Count up the lines below in which the string "Cento" appears. The reply should be that number alone.

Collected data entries
◆ ◆ ◆ ◆
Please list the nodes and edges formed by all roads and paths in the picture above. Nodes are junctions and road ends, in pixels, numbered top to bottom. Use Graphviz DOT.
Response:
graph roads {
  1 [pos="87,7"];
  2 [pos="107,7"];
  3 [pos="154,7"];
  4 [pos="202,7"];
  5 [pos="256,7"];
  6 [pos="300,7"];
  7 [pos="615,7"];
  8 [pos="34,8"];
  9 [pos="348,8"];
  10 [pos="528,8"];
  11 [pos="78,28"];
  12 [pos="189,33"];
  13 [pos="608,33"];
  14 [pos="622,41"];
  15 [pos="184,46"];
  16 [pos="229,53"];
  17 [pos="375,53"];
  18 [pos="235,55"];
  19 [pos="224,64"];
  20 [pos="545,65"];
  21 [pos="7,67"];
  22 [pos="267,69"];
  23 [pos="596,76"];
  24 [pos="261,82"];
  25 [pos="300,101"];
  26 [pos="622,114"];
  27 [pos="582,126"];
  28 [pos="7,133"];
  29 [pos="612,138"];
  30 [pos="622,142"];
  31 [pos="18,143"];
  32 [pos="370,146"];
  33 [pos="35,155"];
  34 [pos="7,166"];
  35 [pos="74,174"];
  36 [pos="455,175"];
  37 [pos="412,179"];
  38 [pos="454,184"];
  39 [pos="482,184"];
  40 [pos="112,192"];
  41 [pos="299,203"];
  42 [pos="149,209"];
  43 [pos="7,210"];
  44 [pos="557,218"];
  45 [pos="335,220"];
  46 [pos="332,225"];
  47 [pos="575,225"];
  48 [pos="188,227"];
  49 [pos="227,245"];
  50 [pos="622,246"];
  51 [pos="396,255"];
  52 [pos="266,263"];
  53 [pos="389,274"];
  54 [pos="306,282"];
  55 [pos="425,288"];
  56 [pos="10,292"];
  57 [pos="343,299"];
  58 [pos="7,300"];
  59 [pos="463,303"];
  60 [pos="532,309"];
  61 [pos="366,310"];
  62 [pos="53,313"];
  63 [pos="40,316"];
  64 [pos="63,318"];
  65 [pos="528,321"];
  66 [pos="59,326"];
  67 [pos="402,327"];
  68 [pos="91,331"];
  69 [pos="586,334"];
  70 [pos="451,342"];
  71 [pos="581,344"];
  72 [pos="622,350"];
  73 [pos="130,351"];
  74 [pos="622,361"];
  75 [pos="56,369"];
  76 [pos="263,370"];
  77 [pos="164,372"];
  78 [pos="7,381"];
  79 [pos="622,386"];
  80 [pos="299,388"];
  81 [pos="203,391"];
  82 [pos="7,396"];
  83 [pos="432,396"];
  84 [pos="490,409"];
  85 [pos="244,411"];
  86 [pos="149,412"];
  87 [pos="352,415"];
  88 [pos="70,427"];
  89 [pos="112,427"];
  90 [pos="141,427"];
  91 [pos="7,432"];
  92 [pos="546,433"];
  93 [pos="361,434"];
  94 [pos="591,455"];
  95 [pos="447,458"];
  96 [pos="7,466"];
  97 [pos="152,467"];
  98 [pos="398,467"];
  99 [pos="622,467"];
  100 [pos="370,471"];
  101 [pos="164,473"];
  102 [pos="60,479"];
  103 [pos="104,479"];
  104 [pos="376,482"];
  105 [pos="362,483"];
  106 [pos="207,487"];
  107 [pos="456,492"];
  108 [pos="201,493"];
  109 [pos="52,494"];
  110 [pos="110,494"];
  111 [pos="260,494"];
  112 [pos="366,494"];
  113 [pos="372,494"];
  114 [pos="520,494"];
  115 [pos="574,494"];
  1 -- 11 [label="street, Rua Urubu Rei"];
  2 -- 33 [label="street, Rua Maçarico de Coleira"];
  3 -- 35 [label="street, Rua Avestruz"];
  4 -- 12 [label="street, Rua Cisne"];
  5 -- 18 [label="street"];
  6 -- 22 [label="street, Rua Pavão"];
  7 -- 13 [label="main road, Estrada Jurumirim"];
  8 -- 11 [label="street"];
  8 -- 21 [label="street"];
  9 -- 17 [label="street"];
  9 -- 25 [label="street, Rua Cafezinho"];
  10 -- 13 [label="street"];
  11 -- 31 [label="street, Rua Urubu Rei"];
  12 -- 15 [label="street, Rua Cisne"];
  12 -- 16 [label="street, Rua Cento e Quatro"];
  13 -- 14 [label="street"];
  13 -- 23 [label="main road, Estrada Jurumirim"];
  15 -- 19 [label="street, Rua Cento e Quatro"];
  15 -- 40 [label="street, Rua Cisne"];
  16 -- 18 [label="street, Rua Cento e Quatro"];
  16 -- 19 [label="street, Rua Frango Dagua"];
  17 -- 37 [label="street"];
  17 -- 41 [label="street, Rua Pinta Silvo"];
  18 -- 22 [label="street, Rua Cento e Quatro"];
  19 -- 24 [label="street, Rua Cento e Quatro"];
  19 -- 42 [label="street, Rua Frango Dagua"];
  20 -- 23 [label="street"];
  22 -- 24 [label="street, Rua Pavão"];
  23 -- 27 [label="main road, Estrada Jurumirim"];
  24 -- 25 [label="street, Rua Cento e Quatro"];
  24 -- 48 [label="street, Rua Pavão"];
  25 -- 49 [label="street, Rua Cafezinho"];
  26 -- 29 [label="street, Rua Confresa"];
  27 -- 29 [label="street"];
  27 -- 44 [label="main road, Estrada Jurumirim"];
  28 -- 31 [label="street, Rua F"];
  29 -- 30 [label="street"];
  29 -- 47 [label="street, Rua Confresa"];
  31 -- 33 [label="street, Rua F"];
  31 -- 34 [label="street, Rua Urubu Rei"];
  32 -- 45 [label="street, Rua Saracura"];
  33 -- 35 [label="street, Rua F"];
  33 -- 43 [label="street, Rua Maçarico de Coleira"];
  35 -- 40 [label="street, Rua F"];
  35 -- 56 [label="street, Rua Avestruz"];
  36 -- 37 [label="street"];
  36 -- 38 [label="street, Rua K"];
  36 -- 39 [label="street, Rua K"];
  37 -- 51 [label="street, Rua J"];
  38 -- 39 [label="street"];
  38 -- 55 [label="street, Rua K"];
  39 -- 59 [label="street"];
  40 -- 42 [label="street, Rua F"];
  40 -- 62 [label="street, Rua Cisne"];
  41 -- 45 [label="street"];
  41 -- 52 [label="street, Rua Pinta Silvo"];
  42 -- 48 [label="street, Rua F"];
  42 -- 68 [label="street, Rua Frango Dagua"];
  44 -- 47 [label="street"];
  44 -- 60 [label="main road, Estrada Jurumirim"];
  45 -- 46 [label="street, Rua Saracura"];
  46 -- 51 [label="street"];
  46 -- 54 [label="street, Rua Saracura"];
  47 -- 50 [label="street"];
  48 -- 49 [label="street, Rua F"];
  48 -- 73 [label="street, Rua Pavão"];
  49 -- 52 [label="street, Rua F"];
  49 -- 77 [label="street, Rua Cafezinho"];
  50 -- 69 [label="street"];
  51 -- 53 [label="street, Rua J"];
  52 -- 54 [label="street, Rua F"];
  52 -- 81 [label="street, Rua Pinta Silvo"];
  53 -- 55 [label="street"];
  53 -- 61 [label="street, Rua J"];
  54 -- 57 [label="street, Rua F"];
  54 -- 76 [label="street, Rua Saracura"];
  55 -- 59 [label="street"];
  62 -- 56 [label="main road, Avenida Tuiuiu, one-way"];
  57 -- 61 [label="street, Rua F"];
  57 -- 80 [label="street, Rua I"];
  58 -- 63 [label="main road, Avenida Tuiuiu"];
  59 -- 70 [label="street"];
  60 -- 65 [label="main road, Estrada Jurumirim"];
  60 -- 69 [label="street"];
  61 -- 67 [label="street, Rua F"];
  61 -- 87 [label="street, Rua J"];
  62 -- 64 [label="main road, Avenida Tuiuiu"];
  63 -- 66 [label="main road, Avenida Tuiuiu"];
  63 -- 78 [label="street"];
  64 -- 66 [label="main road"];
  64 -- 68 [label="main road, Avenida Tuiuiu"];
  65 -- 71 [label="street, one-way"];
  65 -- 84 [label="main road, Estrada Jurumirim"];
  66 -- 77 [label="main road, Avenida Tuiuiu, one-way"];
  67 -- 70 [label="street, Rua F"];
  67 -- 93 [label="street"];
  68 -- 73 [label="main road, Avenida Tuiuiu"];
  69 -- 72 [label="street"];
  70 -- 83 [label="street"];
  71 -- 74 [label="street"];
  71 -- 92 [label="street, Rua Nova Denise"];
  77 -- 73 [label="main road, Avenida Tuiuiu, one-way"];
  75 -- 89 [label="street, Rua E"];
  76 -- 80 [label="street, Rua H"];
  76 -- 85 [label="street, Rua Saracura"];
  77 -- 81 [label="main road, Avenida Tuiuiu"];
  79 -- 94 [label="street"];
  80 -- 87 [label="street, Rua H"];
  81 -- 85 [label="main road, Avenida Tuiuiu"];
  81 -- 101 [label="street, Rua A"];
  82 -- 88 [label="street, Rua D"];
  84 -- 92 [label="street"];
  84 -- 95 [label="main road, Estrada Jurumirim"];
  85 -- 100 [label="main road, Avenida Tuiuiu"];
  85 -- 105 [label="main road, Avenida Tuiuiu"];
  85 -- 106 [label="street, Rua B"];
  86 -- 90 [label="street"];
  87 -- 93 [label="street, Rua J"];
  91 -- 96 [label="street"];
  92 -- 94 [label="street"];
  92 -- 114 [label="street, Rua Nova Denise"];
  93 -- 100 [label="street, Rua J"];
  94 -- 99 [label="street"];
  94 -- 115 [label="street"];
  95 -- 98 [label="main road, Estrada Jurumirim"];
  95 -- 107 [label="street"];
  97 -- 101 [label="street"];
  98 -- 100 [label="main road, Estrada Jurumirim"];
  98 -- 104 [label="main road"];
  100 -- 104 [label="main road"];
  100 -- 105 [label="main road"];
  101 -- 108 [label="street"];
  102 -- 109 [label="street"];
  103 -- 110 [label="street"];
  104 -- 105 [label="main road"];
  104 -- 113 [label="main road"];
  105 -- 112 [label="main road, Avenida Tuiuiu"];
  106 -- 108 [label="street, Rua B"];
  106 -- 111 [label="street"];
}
◆ ◆ ◆ ◆
» Your response
6